On call
‘Oops!’, everybody present at a recent Congress function in Patna thought. But nobody knew whether it was a faux pas or a deliberate act by the Rashtriya Janata Dal chief, Lalu Prasad. Speaking in his inimitable style, he revealed that he had talked to Sonia Gandhi over the phone during his imprisonment in 2018, when the Bihar Congress president, Akhilesh Prasad Singh, met him to seek his support for Rajya Sabha candidacy. The RJD chief was serving a sentence in the fodder scam case and was lodged at the Hotwar jail in Ranchi. “I telephoned Sonia Gandhi from there. I called top Congress leaders, I called Ahmed Patel, and asked them to declare Akhilesh as the candidate. He is continuing as a Rajya Sabha member since then,” Lalu said. Calling people from jail while being incarcerated is unlawful. Expectedly, the revelation
did not go down well with most, including Congress leaders. However, the Grand Old Party neither protested nor contradicted the statement. The Bharatiya Janata Party gleefully lapped up the opportunity and asserted that Lalu never obeyed the prison rules, indulged in illegal activities, and led a luxurious life instead of reforming himself. The saffron leaders are now demanding that Lalu be sent back to prison and made to undergo the sentence properly, giving RJD whips a lot to worry about.
Retirement plans
The president, Droupadi Murmu, has announced her retirement plans. While launching the fourth edition of Bihar’s agriculture roadmap at a recent function in Patna, Murmu asserted that she was “kisaan ki beti (daughter of a farmer)” and “President ke baad jana hai gaon kheti karne (will go back to my village [Uparbeda in Mayurbhanj district of Odisha] and take up farming after the president’s tenure is over)”.

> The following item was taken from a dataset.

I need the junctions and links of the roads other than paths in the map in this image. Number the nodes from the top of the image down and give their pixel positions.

Murmu added that she would keep coming back to Bihar to learn from farmers about cultivation. At this, the farmers wondered whether the president’s assertion could act as a balm for their hardships.
High hopes
The BJP leadership has unleashed chief ministerial aspirations for a bunch of Lok Sabha members by fielding them in the upcoming assembly elections in several states. Rajasthan is a case in point. There is the former Union minister, Rajyavardhan Singh Rathore, who fancies himself for the top job. Then there is Diya Kumari. Her supporters feel that she is the perfect choice, given the passage of the women’s reservation bill. Further, Diya hails from the royal family of Jaipur and is thus an ideal person to replace Vasundhara Raje Scindia, another royal family member.

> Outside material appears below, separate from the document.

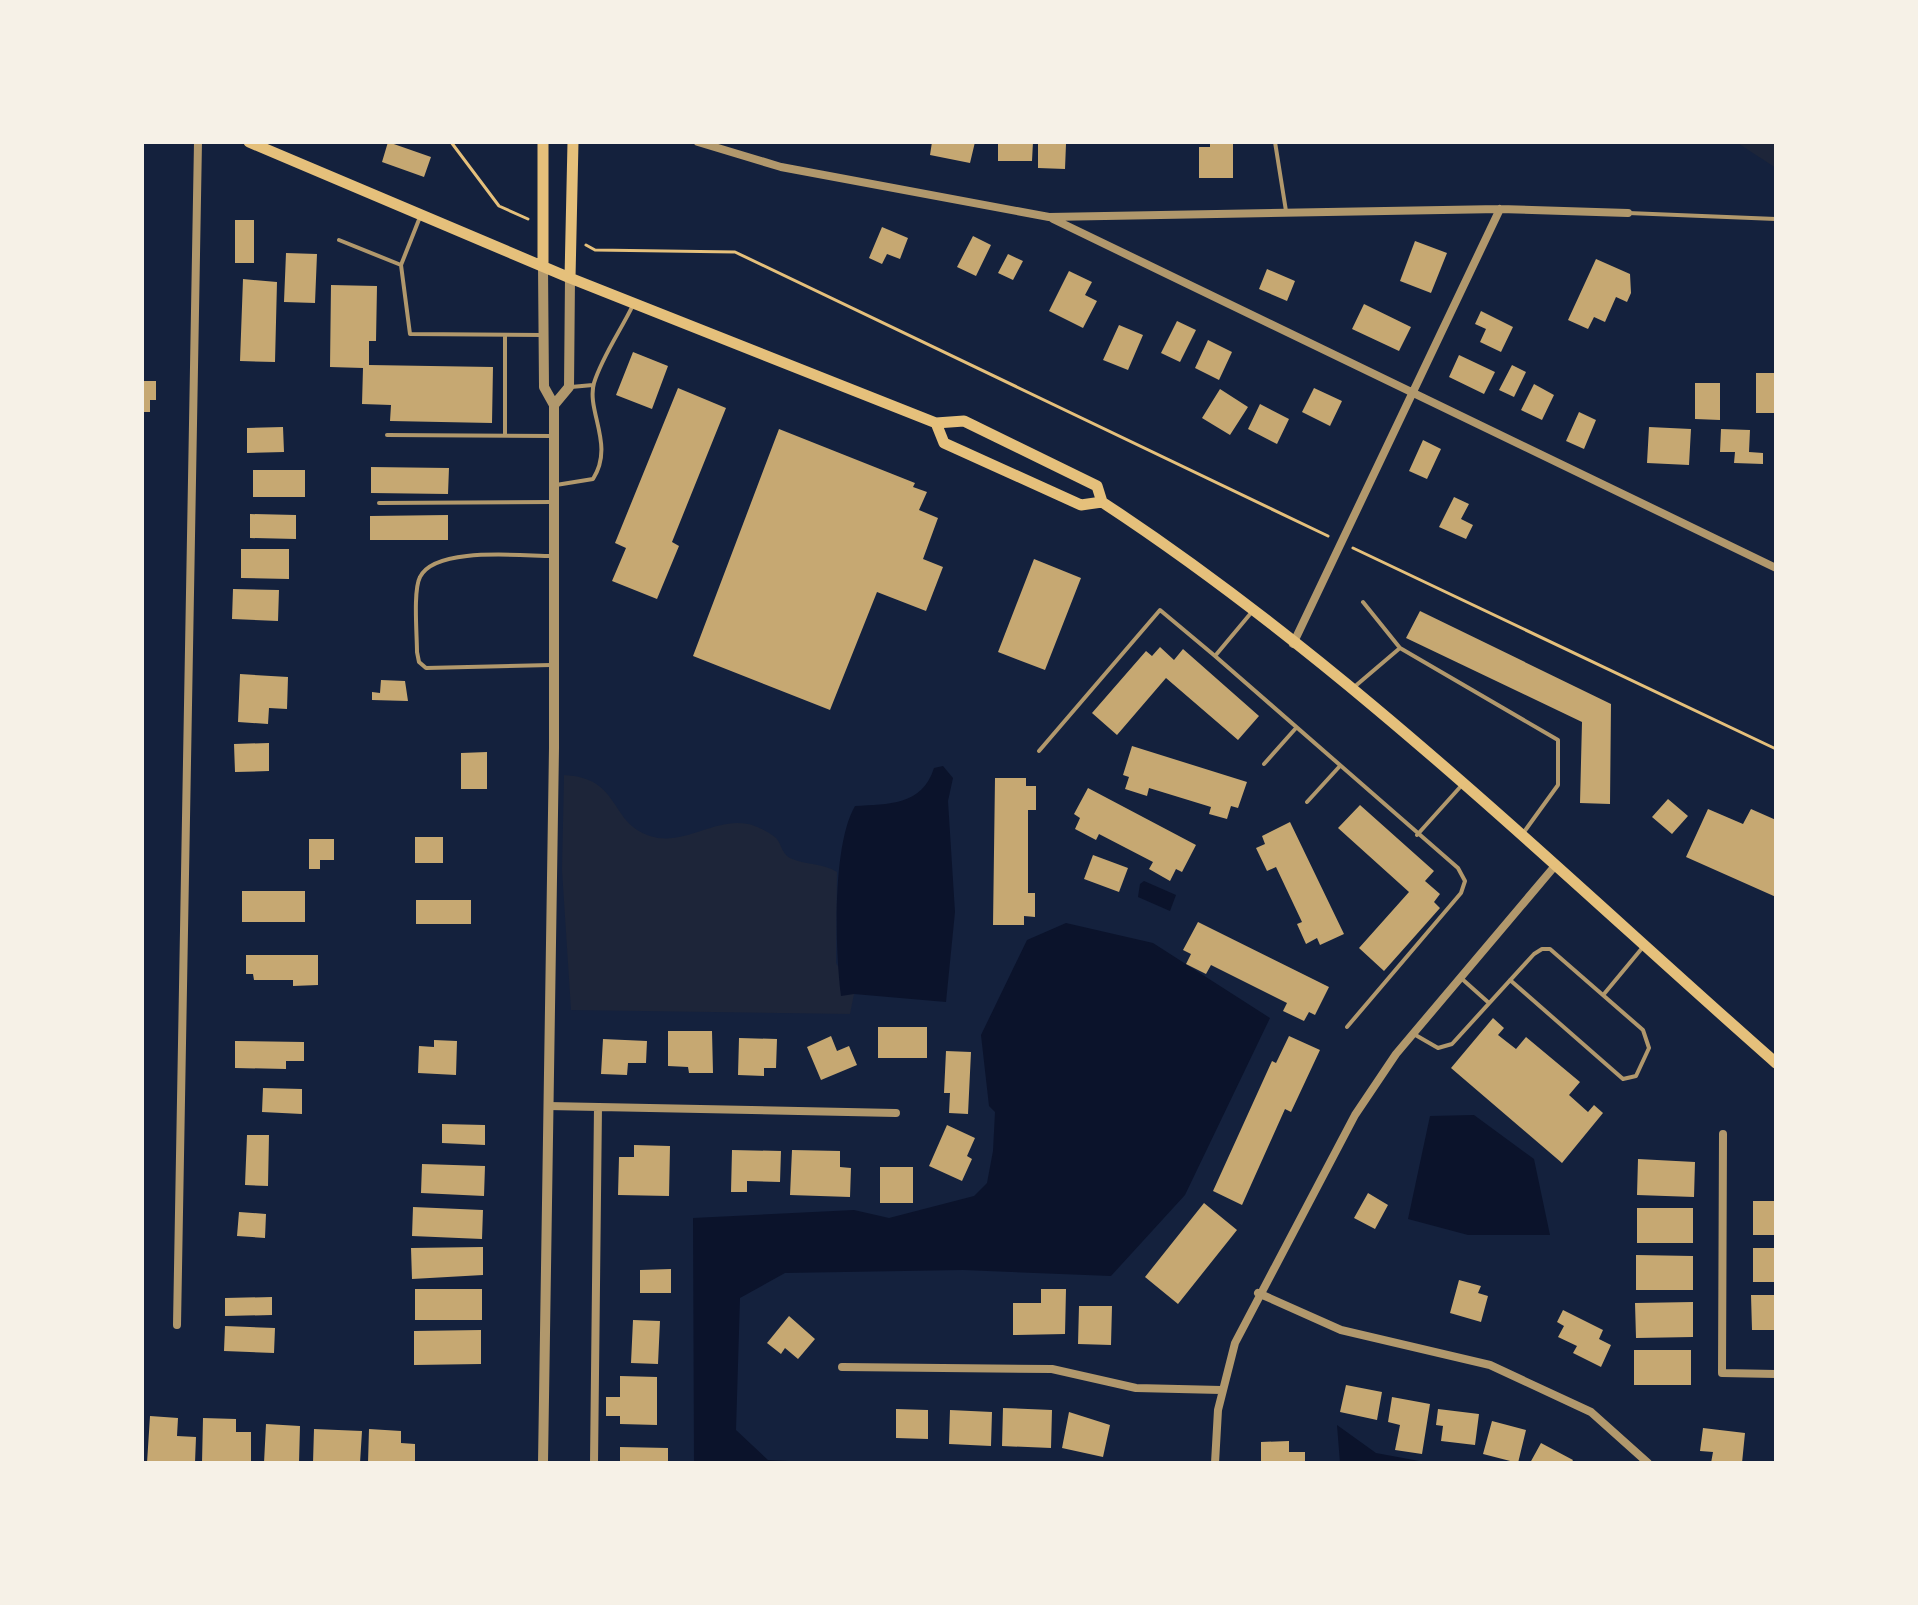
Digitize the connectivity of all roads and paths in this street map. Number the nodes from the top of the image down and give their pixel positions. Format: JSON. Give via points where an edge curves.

A monk-cum-parliamentarian, Balaknath, is also in the race. The supporters of the Union minister, Gajendra Singh Shekhawat, have been claiming that he enjoys the trust of Amit Shah. But it is a no-brainer that whoever has the confidence of Narendra Modi will get the nomination.
Annual event
The annual blame game between the Delhi government and the Centre regarding the worsening pollution in the capital has begun. Last week, the Aam Aadmi Party lashed out at the Delhi Pollution Control Committee for stalling a study conducted by IIT Kanpur which reported that the major sources of pollution are from outside the capital. After changes to the Central law, the Centre has the upper hand in managing Delhi’s bureaucrats, including the pollution committee’s chairman. The government is thus facing an uphill task implementing a campaign for drivers to turn off their engines at red lights. The salaries of civil defence volunteers, who will be implementing the scheme, have been pending for months due to the standoff between the government and the lieutenant-governor.
Online security
The army has issued a directive to its personnel about excessive use of social media, warning them against sharing photos in uniform as profile pictures and revealing their ranks, unit name and location, as part of cyber security protocols. The directive had been issued because some personnel had inadvertently leaked sensitive information to foreign agencies.
Powerful presence
The BJP just can’t do away with BS Yediyurappa. After the Lingayat leader was eased out of the CM’s office in 2021, the party leadership had to placate him by inducting him into the BJP’s parliamentary board. His son, BY Vijayendra, was given a ticket to contest from his father’s long-held Shikaripura seat in the 2023 state polls. Vijayendra is now a frontrunner for the state BJP president’s post along with the Union minister, Shobha Karandlaje, a Yediyurappa protege.